SAP Security Notes, March 2021
Hot news note 3022622 patches a critical code injection vulnerability in SAP Manufacturing Integration and Intelligence (MII). SAP MII allows users to create dashboards and save them as JSP through the SSCE (Self Service Composition Environment). Attackers can target this feature to inject malicious JSP code that include OS commands. The code and commands are executed by MII when dashboards are opened by users. The solution applied via note 3022622 blocks the saving of files as JSP through SSCE. There is no workaround for the vulnerability.
Hot news note 3022422 removes a missing authorization check in the MigrationService of the SAP NetWeaver Application Server Java (AS Java).
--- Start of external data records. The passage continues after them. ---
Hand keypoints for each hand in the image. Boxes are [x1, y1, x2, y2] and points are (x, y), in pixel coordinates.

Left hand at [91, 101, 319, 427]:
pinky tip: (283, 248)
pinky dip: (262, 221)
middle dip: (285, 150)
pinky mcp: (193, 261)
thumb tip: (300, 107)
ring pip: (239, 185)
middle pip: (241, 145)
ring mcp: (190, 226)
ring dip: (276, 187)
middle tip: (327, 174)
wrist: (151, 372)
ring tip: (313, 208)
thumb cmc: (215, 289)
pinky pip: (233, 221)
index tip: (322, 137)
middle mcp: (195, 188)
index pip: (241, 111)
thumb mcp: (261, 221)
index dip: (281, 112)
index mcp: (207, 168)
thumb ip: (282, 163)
This could provide unauthorized access to configuration objects including objects that grant administrative privileges. The solution requires a system restart. The workaround in note 3030298 can be applied if a system restart is not possible.
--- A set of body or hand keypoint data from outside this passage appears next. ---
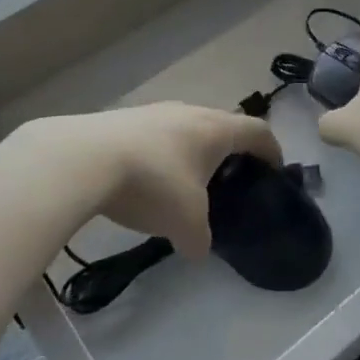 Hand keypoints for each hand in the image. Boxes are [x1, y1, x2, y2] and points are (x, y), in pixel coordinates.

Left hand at [12, 104, 280, 256]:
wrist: (84, 158)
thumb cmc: (153, 183)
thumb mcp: (186, 223)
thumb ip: (200, 239)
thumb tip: (197, 248)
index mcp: (216, 129)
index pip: (258, 131)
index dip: (272, 150)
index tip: (275, 170)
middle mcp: (189, 111)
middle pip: (221, 126)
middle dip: (229, 152)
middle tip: (228, 182)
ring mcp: (154, 111)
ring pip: (185, 130)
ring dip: (191, 153)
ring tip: (184, 185)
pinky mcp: (123, 119)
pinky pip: (155, 136)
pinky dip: (160, 156)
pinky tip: (145, 182)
Note 3017378 addresses a high priority authentication bypass vulnerability in SAP HANA installations using external authentication via LDAP directory services. SAP HANA systems and users configured for LDAP are only vulnerable if the connected LDAP directory server is enabled for unauthenticated binds. Some directory servers can be configured to offer an unauthenticated bind via LDAP. In these cases, the SAP HANA database’s handling of LDAP authentication can be misused. An attacker can gain access to an SAP HANA database system without proper authentication through users enabled for LDAP-based authentication.